▸ **Activity**
Every record that appears below should be transcribed exactly.

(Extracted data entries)
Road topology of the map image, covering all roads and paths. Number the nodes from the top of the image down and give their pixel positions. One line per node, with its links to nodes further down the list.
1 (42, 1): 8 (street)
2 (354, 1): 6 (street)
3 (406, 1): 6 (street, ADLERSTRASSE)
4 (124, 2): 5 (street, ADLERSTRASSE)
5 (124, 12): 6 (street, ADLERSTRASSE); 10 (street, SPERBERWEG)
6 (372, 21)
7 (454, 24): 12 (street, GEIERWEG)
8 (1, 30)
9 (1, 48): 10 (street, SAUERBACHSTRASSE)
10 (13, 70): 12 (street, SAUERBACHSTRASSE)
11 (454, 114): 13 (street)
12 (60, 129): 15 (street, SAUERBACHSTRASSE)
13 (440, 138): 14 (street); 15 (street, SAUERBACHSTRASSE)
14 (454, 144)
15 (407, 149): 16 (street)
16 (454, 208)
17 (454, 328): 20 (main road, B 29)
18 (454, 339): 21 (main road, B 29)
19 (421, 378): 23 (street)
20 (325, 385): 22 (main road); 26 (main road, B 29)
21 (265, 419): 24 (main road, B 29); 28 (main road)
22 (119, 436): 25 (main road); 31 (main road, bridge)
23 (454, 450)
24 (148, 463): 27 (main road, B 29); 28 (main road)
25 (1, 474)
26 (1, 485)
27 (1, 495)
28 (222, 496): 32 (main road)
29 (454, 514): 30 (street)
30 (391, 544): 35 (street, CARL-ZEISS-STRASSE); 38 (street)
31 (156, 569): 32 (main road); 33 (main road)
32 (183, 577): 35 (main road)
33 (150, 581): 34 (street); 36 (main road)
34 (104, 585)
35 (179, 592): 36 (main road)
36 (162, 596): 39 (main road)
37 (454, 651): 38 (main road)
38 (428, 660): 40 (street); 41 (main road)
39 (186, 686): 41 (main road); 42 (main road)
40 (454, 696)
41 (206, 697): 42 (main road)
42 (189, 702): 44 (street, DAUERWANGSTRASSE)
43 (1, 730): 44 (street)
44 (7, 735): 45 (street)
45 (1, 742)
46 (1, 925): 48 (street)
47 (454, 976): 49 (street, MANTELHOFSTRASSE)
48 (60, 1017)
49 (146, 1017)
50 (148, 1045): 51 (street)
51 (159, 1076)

▸ **Output of the task**
Road topology of the map image, covering all roads and paths. Number the nodes from the top of the image down and give their pixel positions. One line per node, with its links to nodes further down the list.
1 (42, 1): 8 (street)
2 (354, 1): 6 (street)
3 (406, 1): 6 (street, ADLERSTRASSE)
4 (124, 2): 5 (street, ADLERSTRASSE)
5 (124, 12): 6 (street, ADLERSTRASSE); 10 (street, SPERBERWEG)
6 (372, 21)
7 (454, 24): 12 (street, GEIERWEG)
8 (1, 30)
9 (1, 48): 10 (street, SAUERBACHSTRASSE)
10 (13, 70): 12 (street, SAUERBACHSTRASSE)
11 (454, 114): 13 (street)
12 (60, 129): 15 (street, SAUERBACHSTRASSE)
13 (440, 138): 14 (street); 15 (street, SAUERBACHSTRASSE)
14 (454, 144)
15 (407, 149): 16 (street)
16 (454, 208)
17 (454, 328): 20 (main road, B 29)
18 (454, 339): 21 (main road, B 29)
19 (421, 378): 23 (street)
20 (325, 385): 22 (main road); 26 (main road, B 29)
21 (265, 419): 24 (main road, B 29); 28 (main road)
22 (119, 436): 25 (main road); 31 (main road, bridge)
23 (454, 450)
24 (148, 463): 27 (main road, B 29); 28 (main road)
25 (1, 474)
26 (1, 485)
27 (1, 495)
28 (222, 496): 32 (main road)
29 (454, 514): 30 (street)
30 (391, 544): 35 (street, CARL-ZEISS-STRASSE); 38 (street)
31 (156, 569): 32 (main road); 33 (main road)
32 (183, 577): 35 (main road)
33 (150, 581): 34 (street); 36 (main road)
34 (104, 585)
35 (179, 592): 36 (main road)
36 (162, 596): 39 (main road)
37 (454, 651): 38 (main road)
38 (428, 660): 40 (street); 41 (main road)
39 (186, 686): 41 (main road); 42 (main road)
40 (454, 696)
41 (206, 697): 42 (main road)
42 (189, 702): 44 (street, DAUERWANGSTRASSE)
43 (1, 730): 44 (street)
44 (7, 735): 45 (street)
45 (1, 742)
46 (1, 925): 48 (street)
47 (454, 976): 49 (street, MANTELHOFSTRASSE)
48 (60, 1017)
49 (146, 1017)
50 (148, 1045): 51 (street)
51 (159, 1076)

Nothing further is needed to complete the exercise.